= Problem =
Should the entries contain pictures, leave them out and return exactly the lines from the first through the line holding "pinky tip: (277, 321)".

= Records shown =
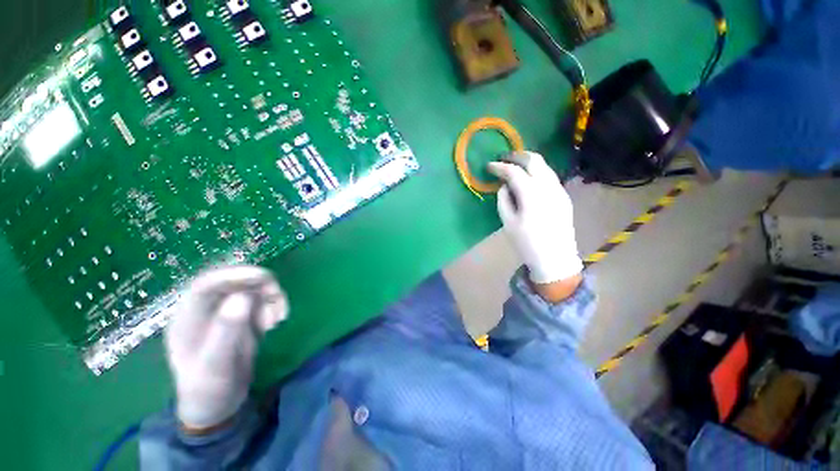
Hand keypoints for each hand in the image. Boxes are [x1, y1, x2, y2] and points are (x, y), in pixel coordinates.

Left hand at [165, 265, 288, 430]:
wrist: (217, 405)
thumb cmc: (209, 389)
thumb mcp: (215, 365)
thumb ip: (225, 331)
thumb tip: (243, 297)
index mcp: (188, 318)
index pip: (206, 284)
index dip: (233, 274)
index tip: (262, 277)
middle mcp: (207, 310)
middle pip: (233, 281)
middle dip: (259, 284)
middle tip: (276, 295)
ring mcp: (226, 313)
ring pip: (252, 289)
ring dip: (270, 296)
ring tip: (278, 318)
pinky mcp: (242, 318)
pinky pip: (262, 301)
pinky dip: (274, 305)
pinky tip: (277, 321)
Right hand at [488, 151, 582, 285]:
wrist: (555, 258)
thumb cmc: (527, 243)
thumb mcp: (508, 223)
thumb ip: (503, 200)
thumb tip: (503, 186)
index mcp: (531, 194)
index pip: (513, 171)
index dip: (499, 166)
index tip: (489, 166)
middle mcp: (548, 186)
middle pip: (534, 160)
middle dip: (517, 156)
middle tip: (503, 159)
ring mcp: (559, 190)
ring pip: (544, 166)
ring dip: (528, 162)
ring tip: (515, 166)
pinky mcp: (564, 196)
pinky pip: (550, 176)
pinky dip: (537, 172)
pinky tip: (529, 180)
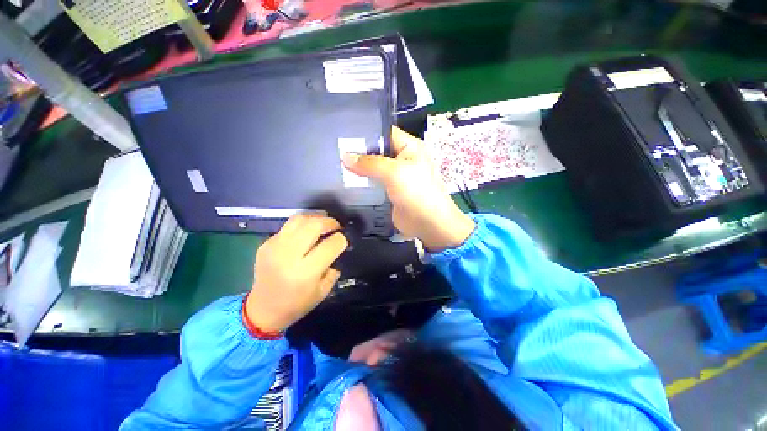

= Reply to the exercise =
Hand keypoints for each hand in the image. Boxes are [x1, y1, x2, y2] and points are (x, y), in pixel coordinates.

Left hand at [165, 265, 288, 430]:
wrist: (217, 405)
thumb cmc: (209, 389)
thumb mcp: (215, 365)
thumb ip: (225, 331)
thumb tip: (243, 297)
index mcp: (188, 318)
index pip: (206, 284)
index dip: (233, 274)
index tip: (262, 277)
middle mcp: (207, 310)
middle pip: (233, 281)
middle dip: (259, 284)
middle tip: (276, 295)
ring mcp: (226, 313)
ring pip: (252, 289)
ring dip: (270, 296)
ring tip: (278, 318)
pinky mcp: (242, 318)
pinky pip: (262, 301)
pinky dip: (274, 305)
pinky tip: (277, 321)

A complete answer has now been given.